(Dataset entries)
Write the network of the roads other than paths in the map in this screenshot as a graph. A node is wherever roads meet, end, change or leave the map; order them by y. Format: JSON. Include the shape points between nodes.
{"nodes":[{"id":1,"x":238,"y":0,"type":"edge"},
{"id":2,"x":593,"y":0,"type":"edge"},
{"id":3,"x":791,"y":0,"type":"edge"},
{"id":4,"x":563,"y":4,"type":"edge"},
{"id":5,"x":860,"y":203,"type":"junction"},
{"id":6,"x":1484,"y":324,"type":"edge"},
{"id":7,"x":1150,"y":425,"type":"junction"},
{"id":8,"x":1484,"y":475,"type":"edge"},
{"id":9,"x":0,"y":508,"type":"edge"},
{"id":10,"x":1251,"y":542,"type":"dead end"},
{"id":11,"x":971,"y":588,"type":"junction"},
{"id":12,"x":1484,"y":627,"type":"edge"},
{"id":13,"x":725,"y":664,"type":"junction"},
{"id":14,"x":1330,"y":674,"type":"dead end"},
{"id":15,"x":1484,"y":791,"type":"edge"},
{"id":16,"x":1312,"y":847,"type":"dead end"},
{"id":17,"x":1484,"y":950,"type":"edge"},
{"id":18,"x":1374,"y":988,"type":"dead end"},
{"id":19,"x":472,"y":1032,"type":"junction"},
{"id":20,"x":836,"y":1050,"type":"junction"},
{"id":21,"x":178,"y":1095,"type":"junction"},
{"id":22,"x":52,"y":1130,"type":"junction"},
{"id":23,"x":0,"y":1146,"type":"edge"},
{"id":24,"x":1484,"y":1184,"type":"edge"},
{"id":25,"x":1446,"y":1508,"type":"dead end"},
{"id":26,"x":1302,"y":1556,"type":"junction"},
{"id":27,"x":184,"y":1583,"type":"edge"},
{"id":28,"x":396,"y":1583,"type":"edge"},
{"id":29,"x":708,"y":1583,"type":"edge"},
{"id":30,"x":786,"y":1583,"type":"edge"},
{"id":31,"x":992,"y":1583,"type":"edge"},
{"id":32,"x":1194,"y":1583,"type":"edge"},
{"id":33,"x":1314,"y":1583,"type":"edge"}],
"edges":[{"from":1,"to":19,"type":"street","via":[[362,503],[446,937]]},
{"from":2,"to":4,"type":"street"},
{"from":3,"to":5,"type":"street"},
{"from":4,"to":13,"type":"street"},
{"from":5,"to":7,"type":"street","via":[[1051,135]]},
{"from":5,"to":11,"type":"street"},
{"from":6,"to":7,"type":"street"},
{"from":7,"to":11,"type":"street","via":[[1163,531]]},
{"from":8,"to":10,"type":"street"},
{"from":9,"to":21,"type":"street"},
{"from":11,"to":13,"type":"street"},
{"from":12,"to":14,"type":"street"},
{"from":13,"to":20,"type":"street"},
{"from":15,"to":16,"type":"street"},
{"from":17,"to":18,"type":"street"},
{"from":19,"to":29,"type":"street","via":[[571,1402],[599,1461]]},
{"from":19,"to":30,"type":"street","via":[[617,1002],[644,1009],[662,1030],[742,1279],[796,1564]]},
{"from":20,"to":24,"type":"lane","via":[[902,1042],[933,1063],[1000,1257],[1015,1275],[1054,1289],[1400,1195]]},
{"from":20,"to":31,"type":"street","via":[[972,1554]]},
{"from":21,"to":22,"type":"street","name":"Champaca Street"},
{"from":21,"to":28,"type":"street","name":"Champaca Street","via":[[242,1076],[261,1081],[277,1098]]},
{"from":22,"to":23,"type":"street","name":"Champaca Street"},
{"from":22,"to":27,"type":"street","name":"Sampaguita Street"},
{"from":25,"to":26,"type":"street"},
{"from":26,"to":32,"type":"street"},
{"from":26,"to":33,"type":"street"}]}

EXERCISE OBJECTIVE -> Among the lines above, find the ones containing "Champaca" and copy them.

TASK ANSWER ->
{"from":21,"to":22,"type":"street","name":"Champaca Street"},
{"from":21,"to":28,"type":"street","name":"Champaca Street","via":[[242,1076],[261,1081],[277,1098]]},
{"from":22,"to":23,"type":"street","name":"Champaca Street"},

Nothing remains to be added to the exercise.